Sujay Pidara, founder of blue-collar job search platform MyJobee, says delivery workers handle 60% to 80% more orders per day during festive weeks than during normal periods. “Due to longer shifts, road safety risks and the temporary nature of festive recruitment, many workers are turning to construction and real estate jobs in Tier-2 and Tier-3 cities, where employment is more stable and locally accessible.”
small town focus
The other factor behind the labor shortage is actually cyclical: workers returning to their homes in India’s interior for Diwali. “It is turning into a very busy season. The impact of festivals has also increased, leading to many workers leaving for their villages or looking for other roles,” said Madhav Krishna, founder and CEO of blue-collar recruitment platform Vahan.ai.
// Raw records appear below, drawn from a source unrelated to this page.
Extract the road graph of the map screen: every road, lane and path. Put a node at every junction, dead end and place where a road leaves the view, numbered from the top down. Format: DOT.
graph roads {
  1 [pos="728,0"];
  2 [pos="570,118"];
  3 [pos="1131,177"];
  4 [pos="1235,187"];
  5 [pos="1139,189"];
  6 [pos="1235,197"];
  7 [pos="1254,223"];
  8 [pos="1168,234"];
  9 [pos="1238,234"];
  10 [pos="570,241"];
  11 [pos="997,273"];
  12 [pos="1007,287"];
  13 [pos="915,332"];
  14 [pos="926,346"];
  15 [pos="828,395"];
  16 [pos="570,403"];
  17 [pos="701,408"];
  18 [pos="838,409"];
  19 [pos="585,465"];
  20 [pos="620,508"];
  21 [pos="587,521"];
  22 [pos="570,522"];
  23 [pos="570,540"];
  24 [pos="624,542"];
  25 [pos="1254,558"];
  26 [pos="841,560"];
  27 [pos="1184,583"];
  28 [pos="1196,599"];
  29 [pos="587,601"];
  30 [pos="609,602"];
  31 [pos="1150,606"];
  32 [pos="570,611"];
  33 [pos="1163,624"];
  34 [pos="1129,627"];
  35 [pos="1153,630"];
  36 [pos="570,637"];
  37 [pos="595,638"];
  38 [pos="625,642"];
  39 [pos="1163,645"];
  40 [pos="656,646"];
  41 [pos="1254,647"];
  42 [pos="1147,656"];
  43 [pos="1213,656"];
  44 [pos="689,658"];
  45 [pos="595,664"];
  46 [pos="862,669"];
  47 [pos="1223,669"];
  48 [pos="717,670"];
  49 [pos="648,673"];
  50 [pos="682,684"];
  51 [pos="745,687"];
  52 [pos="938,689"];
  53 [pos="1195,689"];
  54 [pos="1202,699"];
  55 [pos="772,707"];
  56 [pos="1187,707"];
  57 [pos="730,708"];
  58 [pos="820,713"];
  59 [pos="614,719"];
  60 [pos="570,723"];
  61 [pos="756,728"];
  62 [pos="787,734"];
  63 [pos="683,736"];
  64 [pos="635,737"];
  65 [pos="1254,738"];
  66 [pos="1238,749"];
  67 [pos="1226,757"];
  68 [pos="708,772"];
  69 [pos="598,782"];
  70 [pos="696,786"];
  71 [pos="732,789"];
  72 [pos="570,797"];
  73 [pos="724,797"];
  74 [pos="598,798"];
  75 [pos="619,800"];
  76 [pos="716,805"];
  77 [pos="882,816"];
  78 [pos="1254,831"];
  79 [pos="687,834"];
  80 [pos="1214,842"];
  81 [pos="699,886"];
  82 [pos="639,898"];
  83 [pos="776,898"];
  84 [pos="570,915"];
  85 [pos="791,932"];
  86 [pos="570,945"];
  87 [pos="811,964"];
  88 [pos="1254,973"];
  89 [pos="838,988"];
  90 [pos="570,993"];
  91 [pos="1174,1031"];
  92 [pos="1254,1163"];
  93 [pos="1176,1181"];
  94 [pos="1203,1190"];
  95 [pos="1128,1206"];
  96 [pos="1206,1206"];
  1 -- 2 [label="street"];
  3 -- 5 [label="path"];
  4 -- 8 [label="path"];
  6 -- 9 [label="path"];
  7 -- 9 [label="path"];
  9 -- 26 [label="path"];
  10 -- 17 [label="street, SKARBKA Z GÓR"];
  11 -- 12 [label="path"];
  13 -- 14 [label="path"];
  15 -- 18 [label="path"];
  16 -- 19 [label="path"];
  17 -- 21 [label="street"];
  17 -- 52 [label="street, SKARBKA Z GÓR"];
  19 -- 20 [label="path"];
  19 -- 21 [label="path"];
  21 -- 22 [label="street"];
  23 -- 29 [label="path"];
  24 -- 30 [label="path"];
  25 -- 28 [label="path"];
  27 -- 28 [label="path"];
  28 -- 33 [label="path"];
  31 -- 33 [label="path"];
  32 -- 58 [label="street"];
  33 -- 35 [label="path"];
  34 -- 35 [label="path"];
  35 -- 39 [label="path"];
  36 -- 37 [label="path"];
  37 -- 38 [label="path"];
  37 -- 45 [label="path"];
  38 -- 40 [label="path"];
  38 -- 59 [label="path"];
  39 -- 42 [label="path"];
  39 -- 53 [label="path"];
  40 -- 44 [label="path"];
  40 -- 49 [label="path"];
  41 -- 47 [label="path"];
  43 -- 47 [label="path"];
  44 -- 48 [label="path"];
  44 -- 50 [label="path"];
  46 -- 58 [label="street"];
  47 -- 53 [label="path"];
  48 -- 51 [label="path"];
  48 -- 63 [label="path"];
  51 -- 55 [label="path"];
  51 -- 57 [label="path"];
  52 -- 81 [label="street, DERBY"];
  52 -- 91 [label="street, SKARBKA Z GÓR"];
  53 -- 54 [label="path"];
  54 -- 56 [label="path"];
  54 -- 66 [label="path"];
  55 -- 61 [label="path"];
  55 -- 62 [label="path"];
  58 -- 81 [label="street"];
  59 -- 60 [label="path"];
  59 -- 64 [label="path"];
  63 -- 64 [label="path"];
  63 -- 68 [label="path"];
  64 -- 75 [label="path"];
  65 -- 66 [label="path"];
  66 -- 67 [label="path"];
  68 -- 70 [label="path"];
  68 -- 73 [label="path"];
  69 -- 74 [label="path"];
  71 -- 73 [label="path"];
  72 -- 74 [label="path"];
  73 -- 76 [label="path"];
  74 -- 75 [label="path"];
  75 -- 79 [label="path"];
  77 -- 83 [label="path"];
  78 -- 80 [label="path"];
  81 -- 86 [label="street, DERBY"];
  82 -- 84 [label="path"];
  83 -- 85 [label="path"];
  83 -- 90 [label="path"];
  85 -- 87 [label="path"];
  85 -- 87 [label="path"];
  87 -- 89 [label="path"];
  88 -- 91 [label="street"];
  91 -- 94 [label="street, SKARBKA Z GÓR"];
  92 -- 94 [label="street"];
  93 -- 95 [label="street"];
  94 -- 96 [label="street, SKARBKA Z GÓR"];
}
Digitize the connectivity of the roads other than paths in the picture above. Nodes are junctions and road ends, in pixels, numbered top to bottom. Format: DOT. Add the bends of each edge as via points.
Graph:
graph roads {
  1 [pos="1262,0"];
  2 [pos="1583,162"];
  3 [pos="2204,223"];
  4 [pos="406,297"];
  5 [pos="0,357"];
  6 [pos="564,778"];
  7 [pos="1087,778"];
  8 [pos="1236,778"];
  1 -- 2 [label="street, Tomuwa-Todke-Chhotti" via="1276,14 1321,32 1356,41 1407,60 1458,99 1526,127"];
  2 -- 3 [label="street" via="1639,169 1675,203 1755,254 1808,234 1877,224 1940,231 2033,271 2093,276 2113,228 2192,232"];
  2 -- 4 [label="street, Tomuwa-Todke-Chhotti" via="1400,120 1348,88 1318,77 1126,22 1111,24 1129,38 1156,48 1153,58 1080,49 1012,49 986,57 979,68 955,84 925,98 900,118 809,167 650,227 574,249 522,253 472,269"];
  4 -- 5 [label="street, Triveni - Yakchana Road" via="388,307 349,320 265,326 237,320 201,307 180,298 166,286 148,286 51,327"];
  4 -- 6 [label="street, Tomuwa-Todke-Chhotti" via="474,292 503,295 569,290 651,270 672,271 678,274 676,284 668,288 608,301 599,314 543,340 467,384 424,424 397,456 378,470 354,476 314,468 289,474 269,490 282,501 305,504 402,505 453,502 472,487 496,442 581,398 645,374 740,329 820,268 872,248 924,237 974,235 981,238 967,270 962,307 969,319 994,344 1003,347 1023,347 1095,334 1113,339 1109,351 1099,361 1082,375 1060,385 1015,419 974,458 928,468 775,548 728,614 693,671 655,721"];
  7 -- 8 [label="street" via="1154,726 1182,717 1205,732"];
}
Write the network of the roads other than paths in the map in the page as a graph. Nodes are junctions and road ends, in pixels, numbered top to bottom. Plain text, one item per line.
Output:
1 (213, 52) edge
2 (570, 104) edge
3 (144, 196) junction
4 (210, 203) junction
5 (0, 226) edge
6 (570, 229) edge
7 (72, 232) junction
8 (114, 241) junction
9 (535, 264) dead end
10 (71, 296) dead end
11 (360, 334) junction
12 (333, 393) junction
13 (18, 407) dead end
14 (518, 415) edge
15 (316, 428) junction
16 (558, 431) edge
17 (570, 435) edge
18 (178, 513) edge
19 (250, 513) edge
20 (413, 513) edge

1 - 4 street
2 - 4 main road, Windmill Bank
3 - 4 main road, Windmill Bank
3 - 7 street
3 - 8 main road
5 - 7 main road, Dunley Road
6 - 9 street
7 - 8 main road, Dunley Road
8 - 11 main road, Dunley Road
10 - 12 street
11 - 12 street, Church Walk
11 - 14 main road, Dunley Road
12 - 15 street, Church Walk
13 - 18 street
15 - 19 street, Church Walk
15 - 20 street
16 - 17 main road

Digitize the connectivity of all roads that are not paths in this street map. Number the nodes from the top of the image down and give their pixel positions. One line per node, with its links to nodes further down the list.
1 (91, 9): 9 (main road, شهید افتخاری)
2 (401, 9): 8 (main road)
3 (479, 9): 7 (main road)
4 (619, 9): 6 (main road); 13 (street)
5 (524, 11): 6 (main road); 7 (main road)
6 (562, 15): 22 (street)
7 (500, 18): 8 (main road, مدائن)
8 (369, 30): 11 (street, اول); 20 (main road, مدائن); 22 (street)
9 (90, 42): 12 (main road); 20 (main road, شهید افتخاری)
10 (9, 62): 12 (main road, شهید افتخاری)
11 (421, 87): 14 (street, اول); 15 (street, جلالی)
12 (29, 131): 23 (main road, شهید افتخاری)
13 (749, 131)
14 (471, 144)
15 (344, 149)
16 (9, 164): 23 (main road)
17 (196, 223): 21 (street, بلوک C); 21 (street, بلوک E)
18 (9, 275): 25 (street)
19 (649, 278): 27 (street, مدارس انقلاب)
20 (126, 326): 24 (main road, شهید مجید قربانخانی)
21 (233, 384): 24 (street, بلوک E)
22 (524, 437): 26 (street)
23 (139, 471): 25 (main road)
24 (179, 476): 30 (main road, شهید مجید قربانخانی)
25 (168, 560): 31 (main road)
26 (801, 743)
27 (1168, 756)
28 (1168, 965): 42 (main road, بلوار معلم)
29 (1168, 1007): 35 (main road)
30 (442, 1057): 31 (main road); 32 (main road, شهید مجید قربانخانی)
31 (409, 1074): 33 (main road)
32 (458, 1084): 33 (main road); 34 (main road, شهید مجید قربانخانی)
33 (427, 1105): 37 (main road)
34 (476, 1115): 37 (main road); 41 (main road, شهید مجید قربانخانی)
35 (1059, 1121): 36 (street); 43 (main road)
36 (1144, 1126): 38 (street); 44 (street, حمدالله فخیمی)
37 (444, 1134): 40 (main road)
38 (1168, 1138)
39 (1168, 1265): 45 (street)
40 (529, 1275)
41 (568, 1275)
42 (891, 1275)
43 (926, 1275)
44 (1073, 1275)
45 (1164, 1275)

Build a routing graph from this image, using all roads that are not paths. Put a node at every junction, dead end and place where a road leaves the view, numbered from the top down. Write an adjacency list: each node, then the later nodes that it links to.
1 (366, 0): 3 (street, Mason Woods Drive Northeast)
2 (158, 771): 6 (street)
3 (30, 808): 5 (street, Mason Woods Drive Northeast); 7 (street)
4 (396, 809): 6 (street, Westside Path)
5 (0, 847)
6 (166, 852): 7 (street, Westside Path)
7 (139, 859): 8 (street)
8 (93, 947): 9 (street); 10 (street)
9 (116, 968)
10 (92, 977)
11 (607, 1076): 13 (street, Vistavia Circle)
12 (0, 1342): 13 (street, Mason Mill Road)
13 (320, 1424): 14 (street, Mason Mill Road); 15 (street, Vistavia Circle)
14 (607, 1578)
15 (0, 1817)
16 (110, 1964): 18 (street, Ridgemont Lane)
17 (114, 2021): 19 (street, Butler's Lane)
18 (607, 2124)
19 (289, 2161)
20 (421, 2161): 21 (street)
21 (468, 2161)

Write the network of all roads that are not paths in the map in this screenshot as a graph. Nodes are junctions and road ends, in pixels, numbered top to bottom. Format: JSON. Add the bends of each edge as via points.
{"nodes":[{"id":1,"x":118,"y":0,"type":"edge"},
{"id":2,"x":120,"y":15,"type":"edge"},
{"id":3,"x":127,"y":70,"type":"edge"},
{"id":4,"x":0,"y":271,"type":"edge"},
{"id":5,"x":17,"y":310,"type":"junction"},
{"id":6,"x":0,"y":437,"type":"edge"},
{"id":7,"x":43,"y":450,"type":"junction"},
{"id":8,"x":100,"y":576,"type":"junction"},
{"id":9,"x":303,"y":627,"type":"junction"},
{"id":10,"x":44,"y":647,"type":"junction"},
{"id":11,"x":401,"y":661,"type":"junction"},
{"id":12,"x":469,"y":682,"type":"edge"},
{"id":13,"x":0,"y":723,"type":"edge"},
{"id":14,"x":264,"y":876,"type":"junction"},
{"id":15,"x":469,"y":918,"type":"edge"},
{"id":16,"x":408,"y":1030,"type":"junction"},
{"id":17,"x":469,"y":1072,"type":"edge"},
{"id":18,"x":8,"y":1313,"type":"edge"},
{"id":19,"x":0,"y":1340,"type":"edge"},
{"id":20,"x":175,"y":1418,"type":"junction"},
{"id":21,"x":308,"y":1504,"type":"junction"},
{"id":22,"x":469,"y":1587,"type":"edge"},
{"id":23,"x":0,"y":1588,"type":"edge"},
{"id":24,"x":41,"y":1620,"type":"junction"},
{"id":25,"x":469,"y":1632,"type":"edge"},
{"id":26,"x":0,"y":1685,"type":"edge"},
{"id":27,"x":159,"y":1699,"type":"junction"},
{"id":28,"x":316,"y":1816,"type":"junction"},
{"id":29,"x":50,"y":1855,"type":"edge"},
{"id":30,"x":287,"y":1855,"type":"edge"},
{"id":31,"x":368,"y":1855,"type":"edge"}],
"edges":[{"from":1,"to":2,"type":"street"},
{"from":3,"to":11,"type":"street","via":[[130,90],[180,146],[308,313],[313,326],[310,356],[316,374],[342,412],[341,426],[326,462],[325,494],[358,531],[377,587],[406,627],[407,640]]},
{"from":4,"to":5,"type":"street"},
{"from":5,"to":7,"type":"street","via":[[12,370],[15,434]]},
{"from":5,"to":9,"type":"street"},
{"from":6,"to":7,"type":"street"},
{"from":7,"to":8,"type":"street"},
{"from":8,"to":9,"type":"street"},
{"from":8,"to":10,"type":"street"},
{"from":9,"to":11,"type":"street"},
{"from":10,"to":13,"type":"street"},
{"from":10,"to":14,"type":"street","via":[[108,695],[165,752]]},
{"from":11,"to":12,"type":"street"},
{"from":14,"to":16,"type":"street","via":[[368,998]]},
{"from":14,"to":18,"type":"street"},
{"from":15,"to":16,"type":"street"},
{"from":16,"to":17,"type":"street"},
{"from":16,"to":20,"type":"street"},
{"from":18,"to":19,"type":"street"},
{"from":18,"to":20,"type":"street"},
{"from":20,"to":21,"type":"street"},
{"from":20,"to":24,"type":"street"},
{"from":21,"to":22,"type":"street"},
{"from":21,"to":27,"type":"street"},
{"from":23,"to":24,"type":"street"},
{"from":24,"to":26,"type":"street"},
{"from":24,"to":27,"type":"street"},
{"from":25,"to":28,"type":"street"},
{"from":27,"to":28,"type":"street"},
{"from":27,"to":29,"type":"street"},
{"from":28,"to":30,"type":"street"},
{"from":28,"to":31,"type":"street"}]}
To fill the labor demand gap, companies are trying to recruit from tier 2 and 3 cities and towns and shifting them to larger cities where demand is high. “This is a time-consuming process and most executives may not want to leave their hometown for a short period of time,” said TeamLease’s Sharma.
Staffing company Quess Corp noticed another trend this year: a challenge from two-wheeler or bicycle taxi services like Rapido or Uber. Lohit Bhatia, head of workforce management at Quess, said many gig workers prefer to pick up and drop off customers rather than going to restaurants or stores, then picking up packages, driving to the drop-off point and waiting again until the package is accepted, and then returning to the next restaurant or warehouse.
A Rapido spokesperson said the platform incentivizes riders, who mostly work part-time, with wage guarantees and time slots where they can earn more. “We run guaranteed earnings windows which make it easier for captains (riders) to schedule a few extra shifts,” the spokesman said.